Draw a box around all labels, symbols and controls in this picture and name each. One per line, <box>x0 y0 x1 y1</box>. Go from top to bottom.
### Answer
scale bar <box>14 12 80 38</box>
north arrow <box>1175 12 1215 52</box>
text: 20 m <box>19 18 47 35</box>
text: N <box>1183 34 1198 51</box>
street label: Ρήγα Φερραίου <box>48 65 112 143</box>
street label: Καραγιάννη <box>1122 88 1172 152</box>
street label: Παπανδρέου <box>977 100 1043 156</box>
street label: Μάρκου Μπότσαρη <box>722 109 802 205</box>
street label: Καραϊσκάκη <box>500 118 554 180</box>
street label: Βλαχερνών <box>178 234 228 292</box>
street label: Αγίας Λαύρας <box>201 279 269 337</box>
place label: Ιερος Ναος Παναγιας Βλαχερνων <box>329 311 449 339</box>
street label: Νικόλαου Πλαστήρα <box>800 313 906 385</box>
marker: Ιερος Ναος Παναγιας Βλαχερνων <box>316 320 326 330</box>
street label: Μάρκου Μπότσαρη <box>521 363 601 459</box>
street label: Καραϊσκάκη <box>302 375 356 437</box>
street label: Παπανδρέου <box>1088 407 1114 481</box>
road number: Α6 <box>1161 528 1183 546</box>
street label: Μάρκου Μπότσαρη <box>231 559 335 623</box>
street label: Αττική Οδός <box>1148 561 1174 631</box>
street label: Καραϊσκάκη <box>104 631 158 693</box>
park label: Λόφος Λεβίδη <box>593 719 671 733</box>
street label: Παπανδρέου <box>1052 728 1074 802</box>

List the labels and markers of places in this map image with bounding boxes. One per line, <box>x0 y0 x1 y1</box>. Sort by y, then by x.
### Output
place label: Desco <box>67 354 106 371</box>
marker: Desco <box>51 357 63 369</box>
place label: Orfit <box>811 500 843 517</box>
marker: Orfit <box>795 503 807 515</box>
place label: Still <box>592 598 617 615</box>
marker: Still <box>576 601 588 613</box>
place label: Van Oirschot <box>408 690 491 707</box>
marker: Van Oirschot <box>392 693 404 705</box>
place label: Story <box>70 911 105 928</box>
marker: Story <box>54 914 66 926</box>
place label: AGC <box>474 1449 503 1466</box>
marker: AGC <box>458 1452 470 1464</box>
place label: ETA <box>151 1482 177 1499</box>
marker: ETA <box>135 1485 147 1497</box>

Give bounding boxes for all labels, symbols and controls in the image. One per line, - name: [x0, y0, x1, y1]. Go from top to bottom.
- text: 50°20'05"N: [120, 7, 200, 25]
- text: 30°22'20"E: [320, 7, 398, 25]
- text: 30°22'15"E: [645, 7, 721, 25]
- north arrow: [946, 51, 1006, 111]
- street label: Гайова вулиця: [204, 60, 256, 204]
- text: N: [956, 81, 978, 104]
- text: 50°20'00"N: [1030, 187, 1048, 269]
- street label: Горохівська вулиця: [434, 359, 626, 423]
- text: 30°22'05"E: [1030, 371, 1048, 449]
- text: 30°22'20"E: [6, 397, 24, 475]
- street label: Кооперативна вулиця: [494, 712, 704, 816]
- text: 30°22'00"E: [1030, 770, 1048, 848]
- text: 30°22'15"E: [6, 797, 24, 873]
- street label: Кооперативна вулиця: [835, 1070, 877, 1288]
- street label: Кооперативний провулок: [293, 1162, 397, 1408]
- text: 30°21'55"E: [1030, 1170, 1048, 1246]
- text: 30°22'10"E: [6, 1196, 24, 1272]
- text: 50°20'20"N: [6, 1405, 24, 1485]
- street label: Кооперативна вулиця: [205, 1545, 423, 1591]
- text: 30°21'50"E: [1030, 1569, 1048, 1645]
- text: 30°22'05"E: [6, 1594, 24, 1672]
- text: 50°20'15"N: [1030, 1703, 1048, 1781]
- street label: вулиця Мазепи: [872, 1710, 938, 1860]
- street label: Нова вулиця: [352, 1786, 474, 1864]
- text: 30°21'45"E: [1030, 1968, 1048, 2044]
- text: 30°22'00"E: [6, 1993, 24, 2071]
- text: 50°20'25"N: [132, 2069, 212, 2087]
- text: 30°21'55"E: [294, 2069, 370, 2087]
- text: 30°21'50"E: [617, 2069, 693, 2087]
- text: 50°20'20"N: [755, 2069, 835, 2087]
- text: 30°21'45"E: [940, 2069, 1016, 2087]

§

Restate all of the material, keeping every word intact.

Draw a box around all labels, symbols and controls in this picture and name each. One per line, <box>x0 y0 x1 y1</box>. Go from top to bottom.
### Answer
scale bar <box>14 12 80 38</box>
north arrow <box>1175 12 1215 52</box>
text: 20 m <box>19 18 47 35</box>
text: N <box>1183 34 1198 51</box>
street label: Ρήγα Φερραίου <box>48 65 112 143</box>
street label: Καραγιάννη <box>1122 88 1172 152</box>
street label: Παπανδρέου <box>977 100 1043 156</box>
street label: Μάρκου Μπότσαρη <box>722 109 802 205</box>
street label: Καραϊσκάκη <box>500 118 554 180</box>
street label: Βλαχερνών <box>178 234 228 292</box>
street label: Αγίας Λαύρας <box>201 279 269 337</box>
place label: Ιερος Ναος Παναγιας Βλαχερνων <box>329 311 449 339</box>
street label: Νικόλαου Πλαστήρα <box>800 313 906 385</box>
marker: Ιερος Ναος Παναγιας Βλαχερνων <box>316 320 326 330</box>
street label: Μάρκου Μπότσαρη <box>521 363 601 459</box>
street label: Καραϊσκάκη <box>302 375 356 437</box>
street label: Παπανδρέου <box>1088 407 1114 481</box>
road number: Α6 <box>1161 528 1183 546</box>
street label: Μάρκου Μπότσαρη <box>231 559 335 623</box>
street label: Αττική Οδός <box>1148 561 1174 631</box>
street label: Καραϊσκάκη <box>104 631 158 693</box>
park label: Λόφος Λεβίδη <box>593 719 671 733</box>
street label: Παπανδρέου <box>1052 728 1074 802</box>

List the labels and markers of places in this map image with bounding boxes. One per line, <box>x0 y0 x1 y1</box>. Sort by y, then by x.
### Output
place label: Desco <box>67 354 106 371</box>
marker: Desco <box>51 357 63 369</box>
place label: Orfit <box>811 500 843 517</box>
marker: Orfit <box>795 503 807 515</box>
place label: Still <box>592 598 617 615</box>
marker: Still <box>576 601 588 613</box>
place label: Van Oirschot <box>408 690 491 707</box>
marker: Van Oirschot <box>392 693 404 705</box>
place label: Story <box>70 911 105 928</box>
marker: Story <box>54 914 66 926</box>
place label: AGC <box>474 1449 503 1466</box>
marker: AGC <box>458 1452 470 1464</box>
place label: ETA <box>151 1482 177 1499</box>
marker: ETA <box>135 1485 147 1497</box>

Give bounding boxes for all labels, symbols and controls in the image. One per line, - name: [x0, y0, x1, y1]. Go from top to bottom.
- text: 50°20'05"N: [120, 7, 200, 25]
- text: 30°22'20"E: [320, 7, 398, 25]
- text: 30°22'15"E: [645, 7, 721, 25]
- north arrow: [946, 51, 1006, 111]
- street label: Гайова вулиця: [204, 60, 256, 204]
- text: N: [956, 81, 978, 104]
- text: 50°20'00"N: [1030, 187, 1048, 269]
- street label: Горохівська вулиця: [434, 359, 626, 423]
- text: 30°22'05"E: [1030, 371, 1048, 449]
- text: 30°22'20"E: [6, 397, 24, 475]
- street label: Кооперативна вулиця: [494, 712, 704, 816]
- text: 30°22'00"E: [1030, 770, 1048, 848]
- text: 30°22'15"E: [6, 797, 24, 873]
- street label: Кооперативна вулиця: [835, 1070, 877, 1288]
- street label: Кооперативний провулок: [293, 1162, 397, 1408]
- text: 30°21'55"E: [1030, 1170, 1048, 1246]
- text: 30°22'10"E: [6, 1196, 24, 1272]
- text: 50°20'20"N: [6, 1405, 24, 1485]
- street label: Кооперативна вулиця: [205, 1545, 423, 1591]
- text: 30°21'50"E: [1030, 1569, 1048, 1645]
- text: 30°22'05"E: [6, 1594, 24, 1672]
- text: 50°20'15"N: [1030, 1703, 1048, 1781]
- street label: вулиця Мазепи: [872, 1710, 938, 1860]
- street label: Нова вулиця: [352, 1786, 474, 1864]
- text: 30°21'45"E: [1030, 1968, 1048, 2044]
- text: 30°22'00"E: [6, 1993, 24, 2071]
- text: 50°20'25"N: [132, 2069, 212, 2087]
- text: 30°21'55"E: [294, 2069, 370, 2087]
- text: 30°21'50"E: [617, 2069, 693, 2087]
- text: 50°20'20"N: [755, 2069, 835, 2087]
- text: 30°21'45"E: [940, 2069, 1016, 2087]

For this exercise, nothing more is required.